Fedor Emelianenko is finished now. So he says. Fighter retirements are a little like break-ups: you have to wait a while, sometimes a long while, before you know if it’s going to stick. Assuming Emelianenko doesn’t go for some desperate reconciliation attempt on a New Year’s Eve fight card somewhere (the MMA version of the saddest one-night stand there is), his break-up with the sport will have ended after twelve memorable years — seven or eight of which were truly impressive — and a legion of tedious debates about his place among MMA greats.
Was he the best fighter this sport has ever known? Doubtful. I think that title belongs to Anderson Silva, who, for all we know, could still have several more good years left in him. How about the best heavyweight? Sure. That feels like a more comfortable claim. He dominated Pride back when that organization had the best big men in the world, then he came to the U.S. and beat the two fighters who had traded the UFC heavyweight strap back and forth during that same time period.
Emelianenko was one of MMA’s straddlers. He came up during one era of the sport — an era of specialists, but very few all-around mixed martial artists — and continued on into the next one, when nearly every opponent was in possession of both a ground game and a striking game, rather than faking one to set up the other. Emelianenko dominated the fighters of both eras. He did it as an undersized heavyweight, and he did it for a long, long time.

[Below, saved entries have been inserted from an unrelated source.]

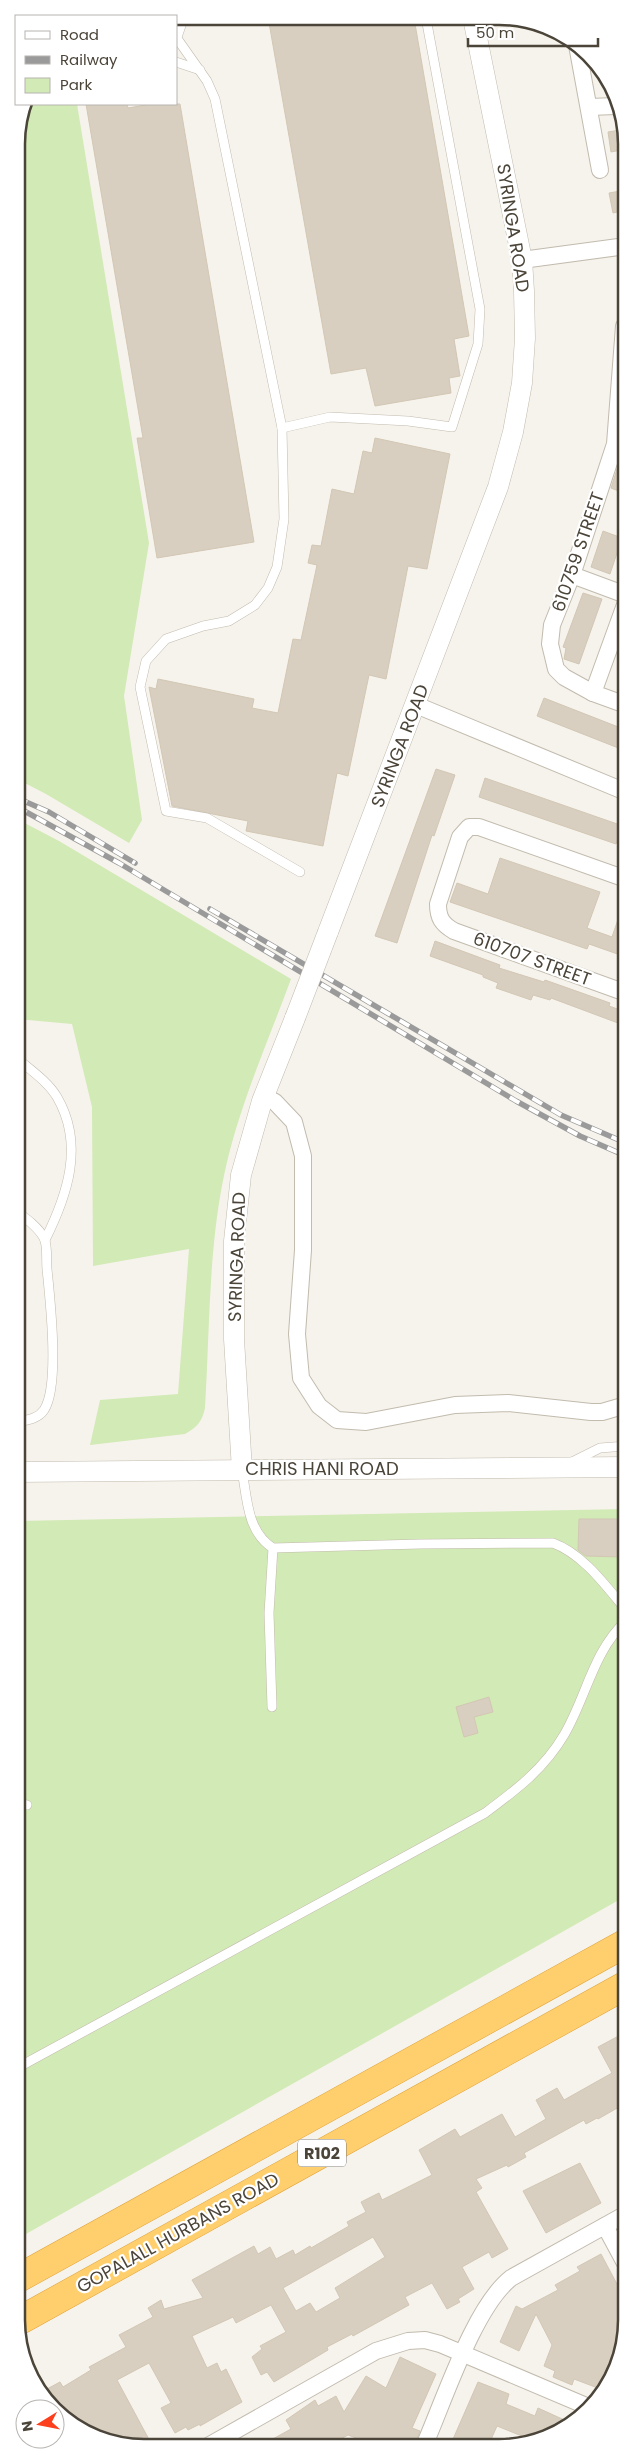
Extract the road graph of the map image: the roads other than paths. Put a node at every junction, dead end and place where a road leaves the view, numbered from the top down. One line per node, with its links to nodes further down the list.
1 (427, 25): 12 (lane)
2 (474, 25): 11 (street, SYRINGA ROAD)
3 (178, 39): 6 (lane)
4 (580, 57): 8 (street)
5 (178, 63): 6 (lane)
6 (200, 70): 12 (lane)
7 (612, 106): 8 (street)
8 (589, 107): 9 (street)
9 (600, 170)
10 (618, 247): 11 (street)
11 (522, 260): 19 (street, SYRINGA ROAD)
12 (282, 428): 21 (lane)
13 (618, 451): 14 (street, 610759 STREET)
14 (572, 575): 15 (street); 17 (street, 610759 STREET)
15 (618, 592)
16 (618, 624): 17 (street)
17 (593, 693): 18 (street, 610759 STREET)
18 (618, 702)
19 (416, 705): 20 (street); 25 (street, SYRINGA ROAD, bridge)
20 (618, 789)
21 (300, 872)
22 (618, 876): 23 (street, 610707 STREET)
23 (618, 990)
24 (25, 1065): 27 (lane)
25 (264, 1096): 28 (street); 33 (street, SYRINGA ROAD)
26 (25, 1218): 27 (lane)
27 (45, 1240): 29 (lane)
28 (618, 1407)
29 (25, 1420)
30 (618, 1447): 31 (lane)
31 (560, 1467): 32 (street, CHRIS HANI ROAD); 33 (street, CHRIS HANI ROAD)
32 (618, 1468)
33 (242, 1470): 34 (street, CHRIS HANI ROAD); 35 (lane)
34 (25, 1472)
35 (273, 1548): 36 (lane); 38 (lane)
36 (618, 1600)
37 (618, 1631): 41 (lane)
38 (272, 1707)
39 (618, 1947): 45 (highway, GOPALALL HURBANS ROAD / R102)
40 (618, 1989): 46 (highway, GOPALALL HURBANS ROAD / R102)
41 (25, 2064)
42 (618, 2218): 43 (street)
43 (604, 2226): 44 (street); 47 (street)
44 (618, 2251)
45 (25, 2275)
46 (25, 2318)
47 (464, 2353): 48 (street); 49 (street); 50 (street)
48 (583, 2404)
49 (220, 2439)
50 (427, 2439)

He was the best, in other words, at least among the heavyweights. He was also one of the most overrated fighters to ever strap on a pair of gloves, and probably one of the most blatantly mismanaged ones. It’s all a part of the complicated legacy he leaves behind. Fedor the great. Fedor the not-quite-that great. Fedor the cautionary tale.
Emelianenko never cared very much about legacy or rankings. That’s what he said, anyway, and of all the things he was capable of, guile never seemed like one of them. A certain subset of fans tried to make him into their own reluctant cult leader by worshipping his every move on internet forums, but to his credit, he seemed embarrassed by that attention, and maybe even a little annoyed at those who kept forcing it on him. No matter how many times he tried to tell us that he was just a simple man who happened to be very good at fighting, there were those who would settle for nothing less than a messiah.
But the enigmatic Russian was similarly passive and disinterested when it came to the direction of his own career. When it was time to make big decisions about his future following the sale and demise of Pride, he put his career into the hands of people who treated him as a commodity first and an athlete second. They were determined to squeeze every last ounce of value out of him while they could, and in the process they kept him out of the most compelling fights during what may have been the peak of his career.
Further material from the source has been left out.